In 2022, after the Supreme Court ruled on the NYSRPA v Bruen case, Maryland transitioned from a “may-issue” state to a “shall-issue” state, joining 40 other states with similar laws. With that substantial change, here is an overview of Maryland’s gun laws in 2023.
Shall-Issue vs. may-issue
In a shall-issue state, an individual may acquire a license to purchase a gun provided that they pass the state’s background check.
In a may-issue state, authorities have the discretion to deny a gun permit, even if the applicant passes a background check, if they have concerns about the individual outside of the scope of the background check.
In essence, the Supreme Court decision made it easier for individuals to purchase guns, even if they have a history of concerning behavior, but do not have a disqualifying criminal record.
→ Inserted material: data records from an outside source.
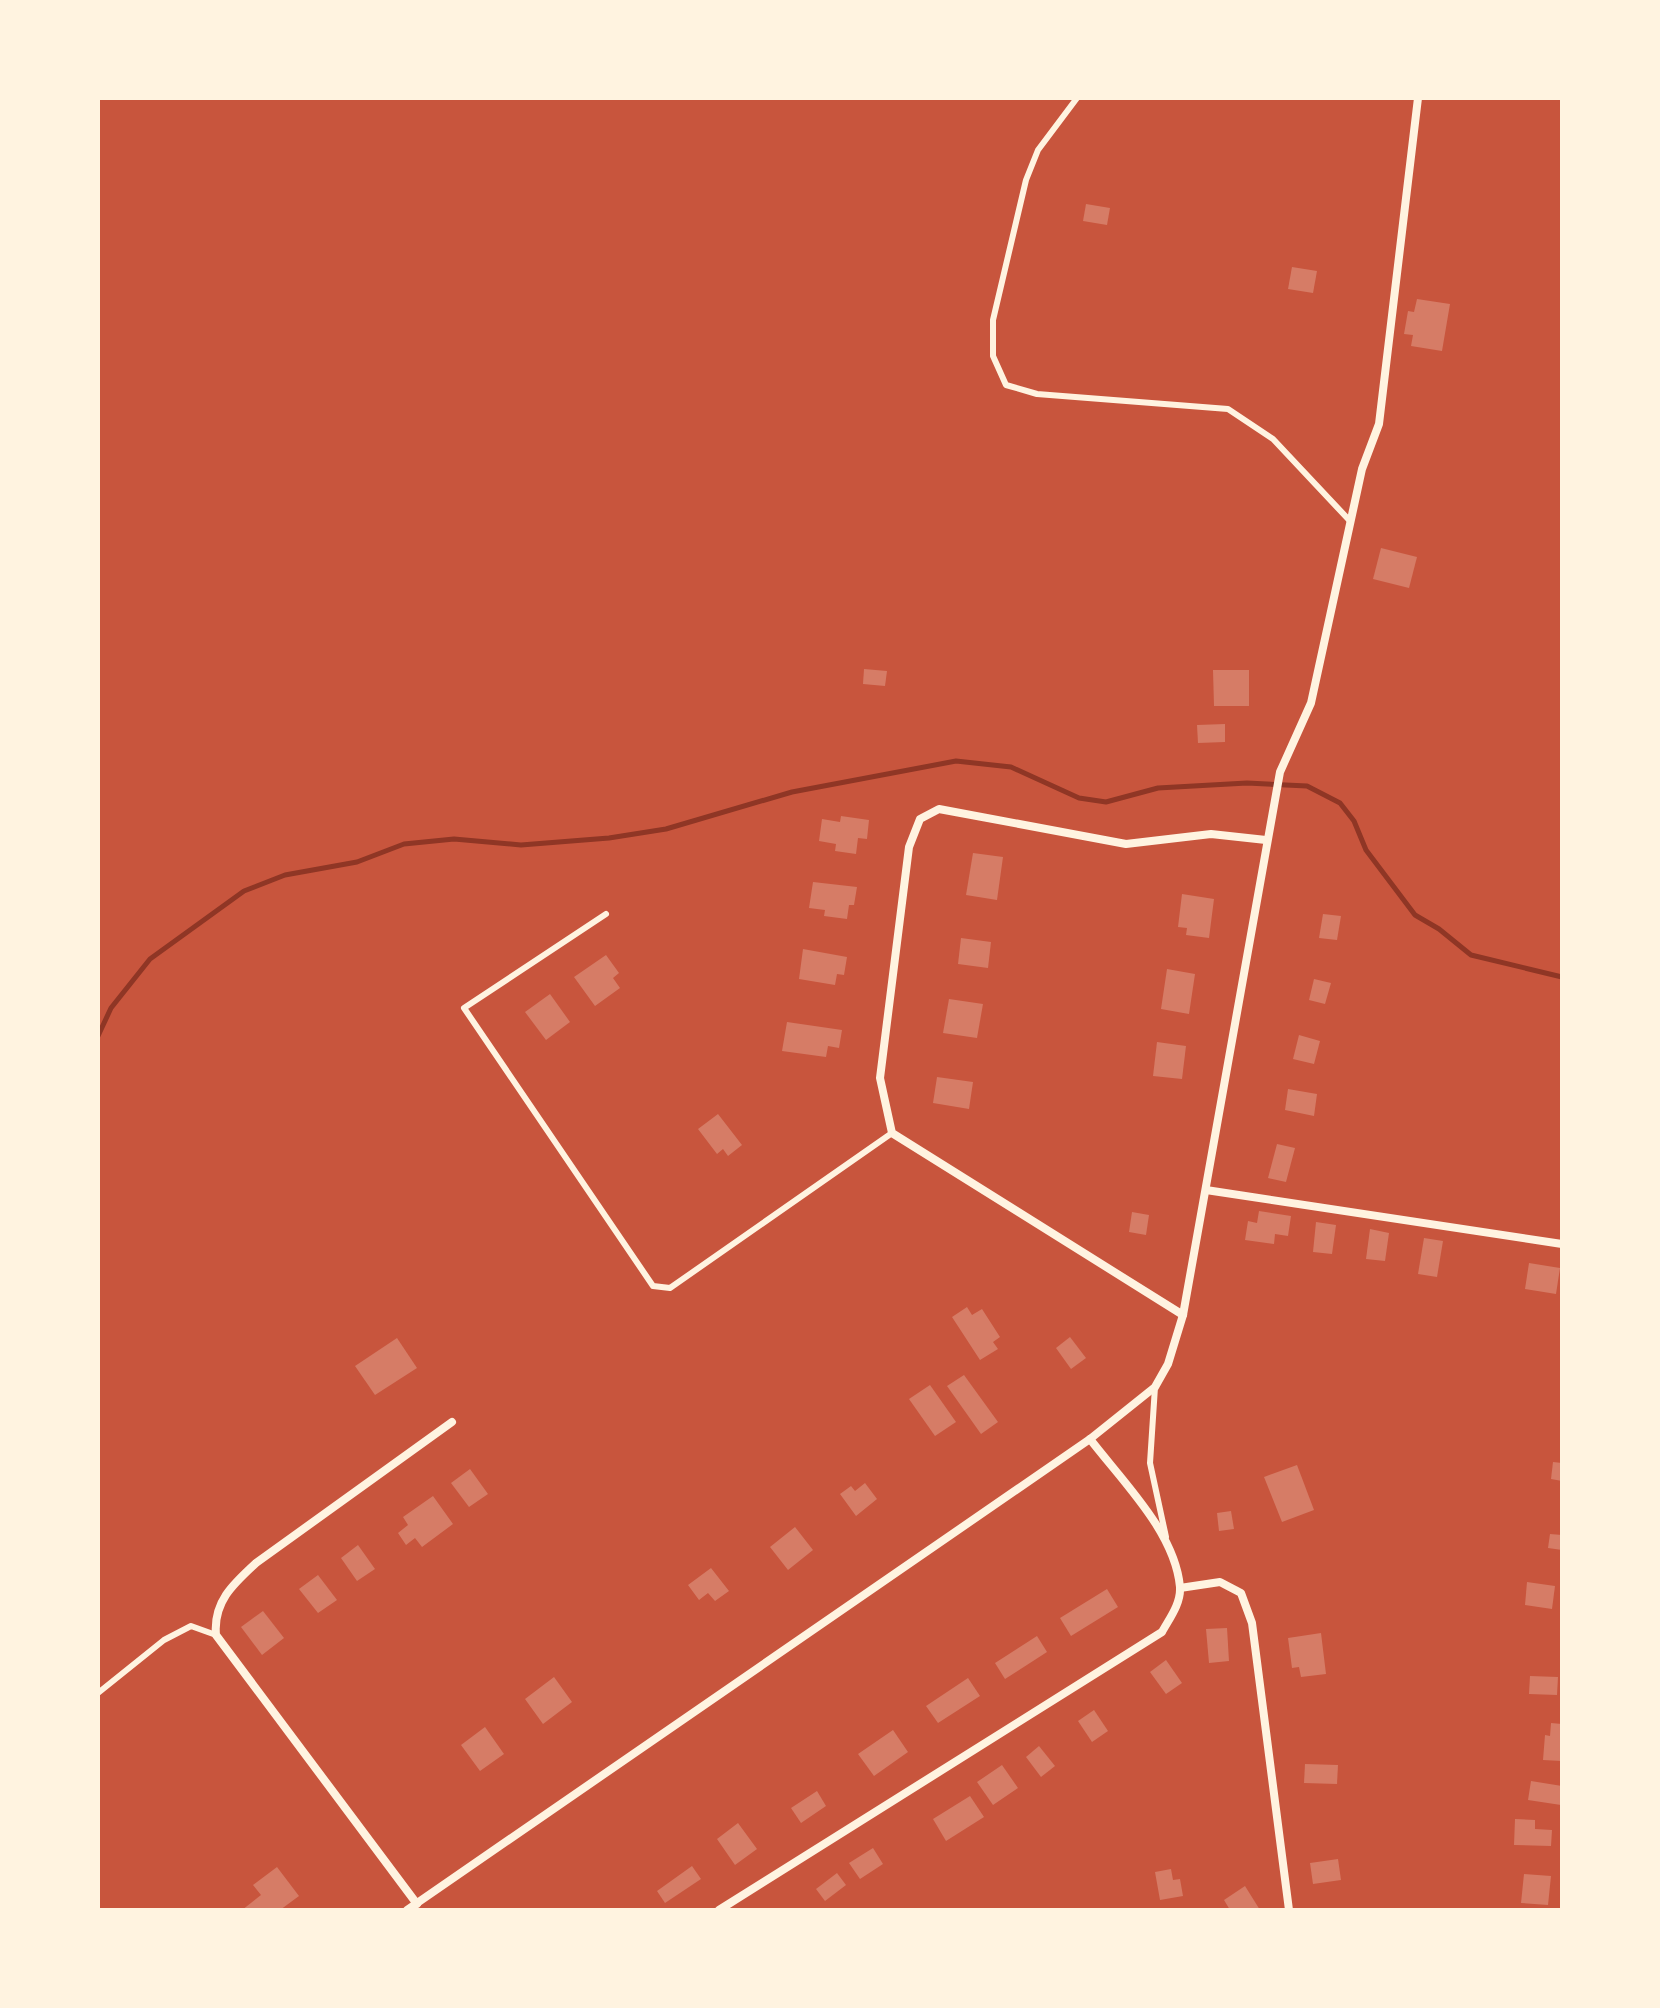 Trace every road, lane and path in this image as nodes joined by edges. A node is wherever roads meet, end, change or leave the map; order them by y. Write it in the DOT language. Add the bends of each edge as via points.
graph roads {
  1 [pos="1077,98"];
  2 [pos="1418,98"];
  3 [pos="1350,521"];
  4 [pos="1266,840"];
  5 [pos="606,914"];
  6 [pos="892,1133"];
  7 [pos="1206,1190"];
  8 [pos="1562,1244"];
  9 [pos="1183,1315"];
  10 [pos="1155,1387"];
  11 [pos="452,1422"];
  12 [pos="1090,1439"];
  13 [pos="1166,1541"];
  14 [pos="1180,1588"];
  15 [pos="216,1635"];
  16 [pos="98,1693"];
  17 [pos="417,1904"];
  18 [pos="407,1910"];
  19 [pos="719,1910"];
  20 [pos="1289,1910"];
  1 -- 3 [label="lane" via="1038,150 1026,180 993,320 993,356 1006,385 1037,394 1228,409 1273,439"];
  2 -- 3 [label="street" via="1379,424"];
  3 -- 4 [label="street" via="1311,703 1280,772"];
  4 -- 6 [label="street" via="1211,834 1126,844 956,810 939,809 920,819 909,847 880,1078"];
  4 -- 7 [label="street"];
  5 -- 6 [label="lane" via="464,1008 653,1286 670,1288"];
  6 -- 9 [label="street"];
  7 -- 8 [label="street"];
  7 -- 9 [label="street"];
  9 -- 10 [label="street"];
  10 -- 12 [label="street"];
  10 -- 13 [label="lane" via="1150,1463"];
  11 -- 15 [label="street" via="256,1563 228,1589 215,1619"];
  12 -- 13 [label="street"];
  12 -- 17 [label="street"];
  13 -- 14 [label="street"];
  14 -- 19 [label="street" via="1177,1606 1162,1632"];
  14 -- 20 [label="street" via="1220,1582 1241,1593 1252,1623"];
  15 -- 16 [label="lane" via="191,1626 164,1640"];
  15 -- 17 [label="street"];
  17 -- 18 [label="street"];
}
All gun transactions in Maryland, even when a private individual is selling a personal gun, must go through a licensed dealer or a law enforcement agency, who conduct background checks.
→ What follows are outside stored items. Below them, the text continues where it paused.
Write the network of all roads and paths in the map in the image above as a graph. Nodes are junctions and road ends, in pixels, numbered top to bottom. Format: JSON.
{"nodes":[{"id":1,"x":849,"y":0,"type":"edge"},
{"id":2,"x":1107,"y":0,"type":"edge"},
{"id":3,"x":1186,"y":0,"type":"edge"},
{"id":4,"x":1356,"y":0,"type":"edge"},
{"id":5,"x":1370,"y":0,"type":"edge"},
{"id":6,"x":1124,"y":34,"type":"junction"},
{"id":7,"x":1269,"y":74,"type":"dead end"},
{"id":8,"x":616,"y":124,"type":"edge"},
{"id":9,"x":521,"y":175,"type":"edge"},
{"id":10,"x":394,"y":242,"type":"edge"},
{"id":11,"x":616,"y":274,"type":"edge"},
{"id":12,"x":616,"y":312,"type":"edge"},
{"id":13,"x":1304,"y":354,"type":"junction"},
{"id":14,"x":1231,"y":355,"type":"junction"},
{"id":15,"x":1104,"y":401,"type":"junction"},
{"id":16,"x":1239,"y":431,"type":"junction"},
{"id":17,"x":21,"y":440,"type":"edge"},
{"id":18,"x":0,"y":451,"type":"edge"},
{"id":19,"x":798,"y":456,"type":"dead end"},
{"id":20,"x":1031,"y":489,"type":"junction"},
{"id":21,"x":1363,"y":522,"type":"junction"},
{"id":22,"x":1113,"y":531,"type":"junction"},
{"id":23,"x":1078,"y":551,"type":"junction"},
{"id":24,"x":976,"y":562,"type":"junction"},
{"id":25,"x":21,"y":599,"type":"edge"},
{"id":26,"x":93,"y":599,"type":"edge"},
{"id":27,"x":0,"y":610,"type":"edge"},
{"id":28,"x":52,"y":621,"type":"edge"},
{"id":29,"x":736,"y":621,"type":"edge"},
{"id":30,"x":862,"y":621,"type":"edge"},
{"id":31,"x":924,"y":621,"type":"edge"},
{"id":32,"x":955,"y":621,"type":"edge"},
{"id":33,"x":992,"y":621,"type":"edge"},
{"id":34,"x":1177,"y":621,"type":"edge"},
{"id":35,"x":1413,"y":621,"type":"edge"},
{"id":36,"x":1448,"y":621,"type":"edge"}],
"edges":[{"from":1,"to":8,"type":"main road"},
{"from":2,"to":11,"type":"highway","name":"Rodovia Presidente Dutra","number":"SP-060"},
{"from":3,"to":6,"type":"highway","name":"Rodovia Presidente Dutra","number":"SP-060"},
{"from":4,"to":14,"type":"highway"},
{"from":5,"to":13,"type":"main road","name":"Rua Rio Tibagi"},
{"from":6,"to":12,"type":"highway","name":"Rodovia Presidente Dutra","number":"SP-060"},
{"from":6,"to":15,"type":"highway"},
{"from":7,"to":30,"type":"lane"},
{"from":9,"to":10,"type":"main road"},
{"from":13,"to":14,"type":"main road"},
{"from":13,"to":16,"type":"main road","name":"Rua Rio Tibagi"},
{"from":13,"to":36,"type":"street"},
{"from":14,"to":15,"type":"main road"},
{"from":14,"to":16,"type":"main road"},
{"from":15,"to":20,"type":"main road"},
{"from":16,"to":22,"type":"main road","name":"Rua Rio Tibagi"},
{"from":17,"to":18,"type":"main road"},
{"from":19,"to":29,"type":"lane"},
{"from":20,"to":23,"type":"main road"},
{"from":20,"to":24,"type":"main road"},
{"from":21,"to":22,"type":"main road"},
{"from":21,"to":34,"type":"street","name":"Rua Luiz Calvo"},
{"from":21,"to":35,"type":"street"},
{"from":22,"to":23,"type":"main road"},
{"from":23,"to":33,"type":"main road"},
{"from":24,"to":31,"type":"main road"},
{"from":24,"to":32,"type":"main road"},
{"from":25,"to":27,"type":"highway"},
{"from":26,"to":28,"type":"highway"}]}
Disqualifying factors include felony or misdemeanor convictions that resulted in prison sentences, a crime conviction involving a controlled substance and/or a history of violence.
Wear/carry handgun permits (WCHP)
If someone holds a wear/carry handgun permit, they may open-carry or conceal-carry a firearm. WCHP permits are available to anyone 21 or older (though people as young as 18 can obtain a permit if carrying a firearm is necessary for their job), who have completed a 16-hour gun safety training course.
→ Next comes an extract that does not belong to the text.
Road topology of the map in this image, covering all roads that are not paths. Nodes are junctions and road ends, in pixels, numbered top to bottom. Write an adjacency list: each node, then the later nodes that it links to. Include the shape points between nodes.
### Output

An eight-hour refresher course is required to renew a WCHP.
Maryland does not honor permits from other states. If a non-resident wishes to carry a firearm, they must complete Maryland’s training course.
All handguns must be registered with the State Police.
Places where guns aren’t permitted
Even if you have a WCHP, there are still places where carrying a gun, loaded or unloaded, is prohibited in Maryland. The list includes schools, childcare facilities, legislative buildings, aboard an aircraft, within 1,000 feet of public demonstrations, in or around public buildings and property, state parks and forests and highway rest areas (with the exception of firearms safely secured inside one’s vehicle).
Additionally, there may be posted gun restrictions in bars and restaurants where alcohol is available, sporting events, gambling facilities, places of worship and polling places.
Maryland has a “duty to retreat” if you encounter danger outside of your home, property, vehicle or workplace. One may defend themselves with deadly force in public only if they are facing imminent, serious injury or death.
Maryland is a Castle Doctrine state, meaning If you are in danger in your home, vehicle, on your property or at your workplace, you may stand your ground and defend yourself with deadly force.
This is simply an overview. There are more laws and regulations regarding handguns that one should seek out if they intend to purchase a firearm. Your local sheriff’s office can provide a full breakdown.